Results and discussion

The optical properties and the energy gap of the Ag–WO3 core–shell NPs were determined by means of ultraviolet spectroscopy. The absorption spectrum of Ag–WO3 core–shell NPs samples was obtained in Fig. 3 using a fluence of 76.43 J/cm2, 400 laser pulses, and a wavelength of 1064 nm. The samples were prepared with varying concentrations of silver (0.36, 0.76, 1.2, 1.6, and 1.96 μg/mL) and a constant fluence of 6.12 J/cm2. Figure 3 shows the optical absorption spectra of the Ag–WO3 core–shell nanoparticles that were produced by employing pulse laser ablation in water. The number of laser pulses used in the synthesis process varied between 200, 250, 300, 350, and 400. A strong plasmonic absorption peak at 410 nm is easily discernible in the absorption spectra of Ag–WO3 core–shell nanoparticles. The spectrum exhibited distinct and broad absorption peaks in the visible region, located at approximately 414, 416, 415, 417, and 417 nm for the samples with concentrations of 0.36, 0.76, 1.2, 1.6, and 1.96 μg/mL, respectively.

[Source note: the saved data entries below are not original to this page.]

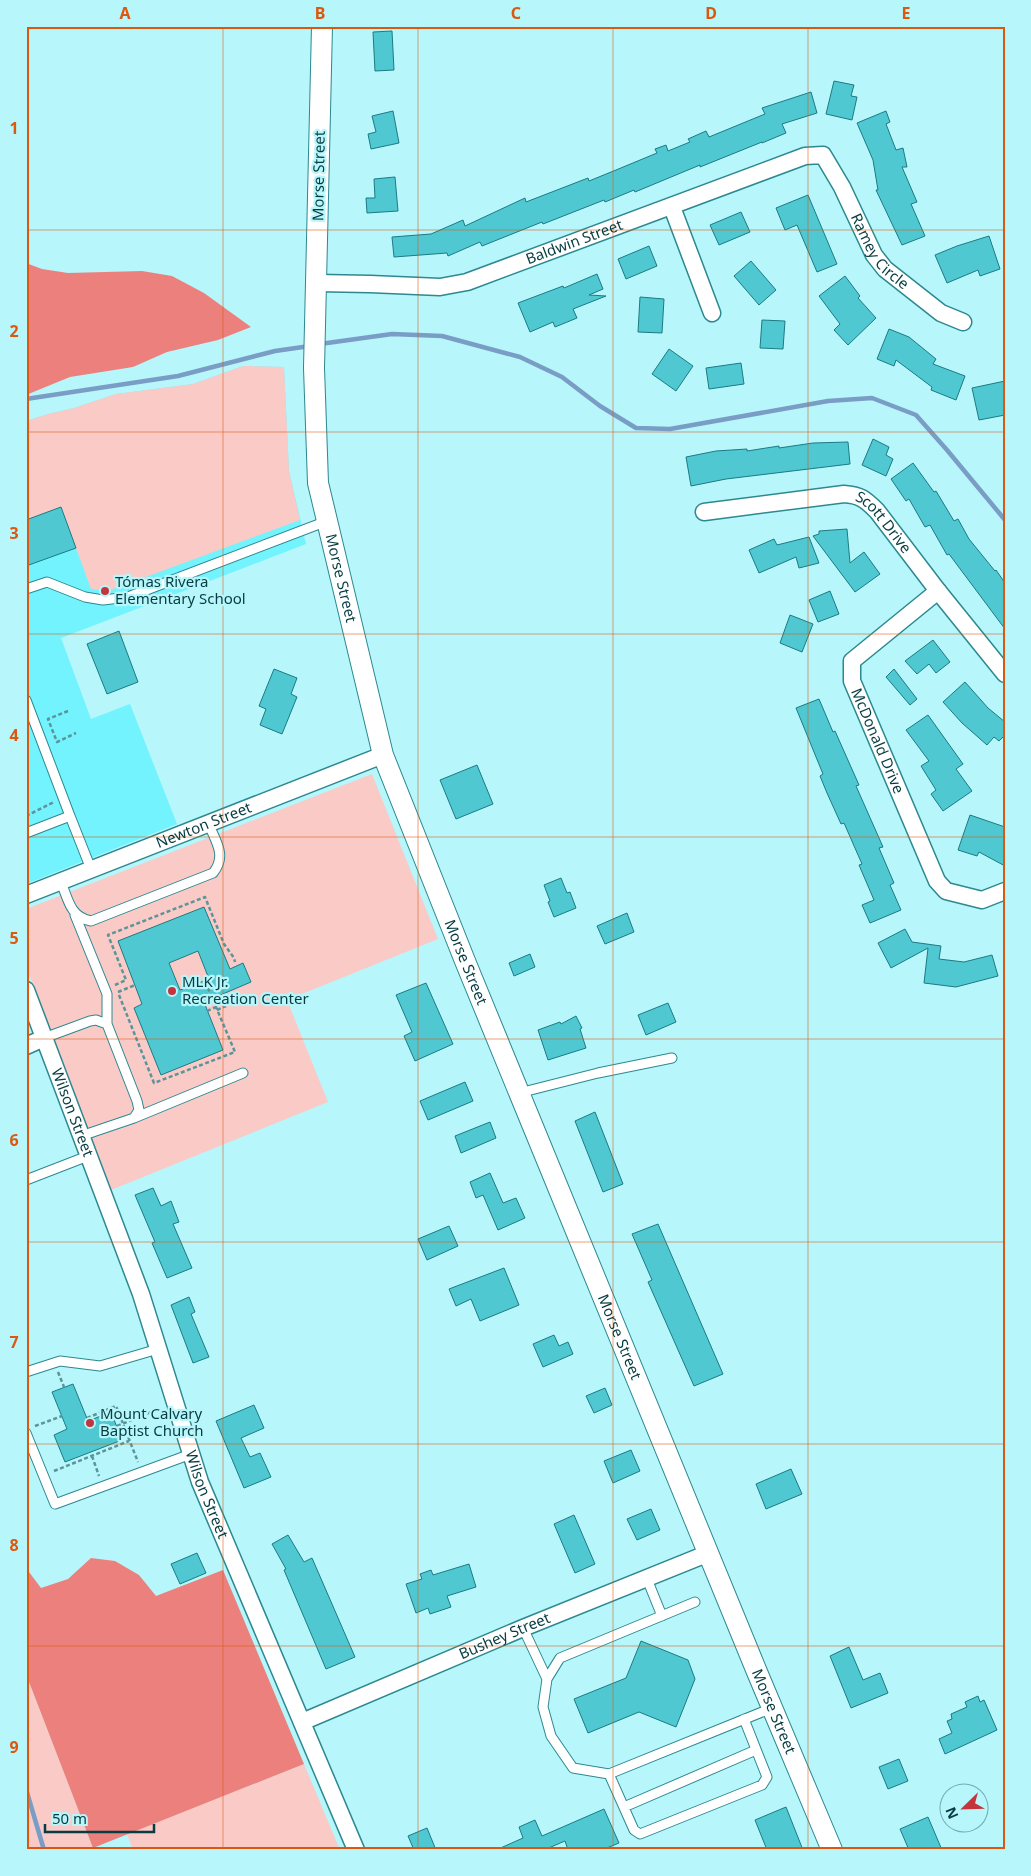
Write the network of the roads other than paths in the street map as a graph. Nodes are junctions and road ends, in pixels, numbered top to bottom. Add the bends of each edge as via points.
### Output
1 (322, 26) edge
2 (824, 155) joint
3 (672, 206) junction
4 (317, 284) junction
5 (712, 313) dead end
6 (963, 322) dead end
7 (704, 512) dead end
8 (326, 521) junction
9 (26, 589) edge
10 (938, 591) junction
11 (1005, 674) edge
12 (26, 700) edge
13 (383, 754) junction
14 (70, 816) junction
15 (208, 824) junction
16 (26, 833) edge
17 (91, 870) junction
18 (61, 882) junction
19 (1005, 891) edge
20 (26, 895) edge
21 (75, 914) junction
22 (26, 990) edge
23 (107, 1024) junction
24 (44, 1038) junction
25 (26, 1046) edge
26 (672, 1058) dead end
27 (243, 1073) dead end
28 (519, 1093) junction
29 (134, 1118) junction
30 (81, 1136) junction
31 (88, 1156) junction
32 (26, 1180) edge
33 (158, 1349) junction
34 (26, 1372) edge
35 (26, 1431) edge
36 (191, 1454) junction
37 (709, 1554) junction
38 (647, 1579) junction
39 (696, 1602) dead end
40 (662, 1616) junction
41 (524, 1628) junction
42 (548, 1679) junction
43 (772, 1708) junction
44 (744, 1719) junction
45 (302, 1722) junction
46 (756, 1750) junction
47 (609, 1774) junction
48 (624, 1807) junction
49 (356, 1850) edge
50 (832, 1850) edge

1 - 4 street, Morse Street
2 - 3 street, Baldwin Street via 806,156
2 - 6 street, Ramey Circle via 874,256 885,269 941,314
3 - 4 street, Baldwin Street via 467,282 440,287
3 - 5 street
4 - 8 street, Morse Street via 314,368 318,483
7 - 10 street, Scott Drive via 857,495 877,511
8 - 9 lane via 128,597 103,600 86,597 47,582
8 - 13 street, Morse Street
10 - 11 street, Scott Drive
10 - 19 street, McDonald Drive via 852,661 852,681 937,882 946,891 982,900
12 - 14 lane
13 - 15 street, Newton Street
13 - 28 street, Morse Street
14 - 16 lane
14 - 17 lane
15 - 17 street, Newton Street
15 - 21 lane via 220,853 219,866 212,873 91,921
17 - 18 street, Newton Street
18 - 20 street, Newton Street
18 - 21 lane
21 - 23 lane via 106,994
22 - 24 street, Wilson Street
23 - 24 lane via 90,1021
23 - 29 lane via 137,1101 139,1110
24 - 25 street
24 - 30 street, Wilson Street
26 - 28 lane
27 - 29 lane
28 - 37 street, Morse Street
29 - 30 lane
30 - 31 street, Wilson Street
31 - 32 lane
31 - 33 street, Wilson Street
33 - 34 lane via 100,1366 60,1361
33 - 36 street, Wilson Street
35 - 36 lane via 55,1504
36 - 45 street, Wilson Street
37 - 38 street, Bushey Street
37 - 43 street, Morse Street
38 - 40 lane
38 - 41 street, Bushey Street
39 - 40 lane
40 - 42 lane via 560,1658
41 - 42 lane
41 - 45 street, Bushey Street
42 - 47 lane via 543,1708 551,1736 573,1768
43 - 44 lane
43 - 50 street, Morse Street
44 - 46 lane
44 - 47 lane
45 - 49 street, Wilson Street
46 - 48 lane
46 - 48 lane via 767,1777 762,1786 640,1834 634,1830
47 - 48 lane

In agreement with one of the previous studies101,102. The intensities of all distinctive peaks, which were seen in the Ag–WO3 NPs samples, exhibit an increase when the amounts of silver particles are increased. The observed peaks ascribed to the presence of Ag-NPs. Furthermore, it was observed that there were minor absorption peaks at around 311, 312, 313, 314, and 315 nm, indicating the presence of WO3 nanoparticles for the samples with concentrations of 0.36, 0.76, 1.2, 1.6, and 1.96 μg/mL, respectively. After the incorporation of Ag NPs into WO3 NPs, the absorption band edge of bare WO3 is redshifted (toward a longer wavelength). The presence of both peaks provided evidence for the creation of the Ag–WO3 core shell NPs103,104,105. This result gives a clear indication of the effect of Ag nanoparticles due to the effect of SPR coming from Ag (core) nanoparticles. Consequently, the bandgap energy of the material decreased as a result of the redshifted of absorption band edges produced by the incorporations of Ag NPs. The band gaps of the samples at different concentrations of silver (0.36, 0.76, 1.2, 1.6, and 1.96 μg/mL) are presented in Fig. 4. The optical absorption band gap follows a power law when incident photon energy is greater than the band gap and above the exponential106,107,108,109:

$$\left( {\alpha {\text{h}}\upnu } \right) = \beta \left( {{\text{h}}\upnu {-}E_{g} } \right)^{n}$$
(3)

where Eg is the optical bandgap, α is the absorption coefficient, n is an exponent, β is the edge with parameter and hʋ is the incident photon energy.

Figure 3
figure 3

Absorption spectrum of Ag–WO3 nanoparticles with various Ag nanoparticle concentrations.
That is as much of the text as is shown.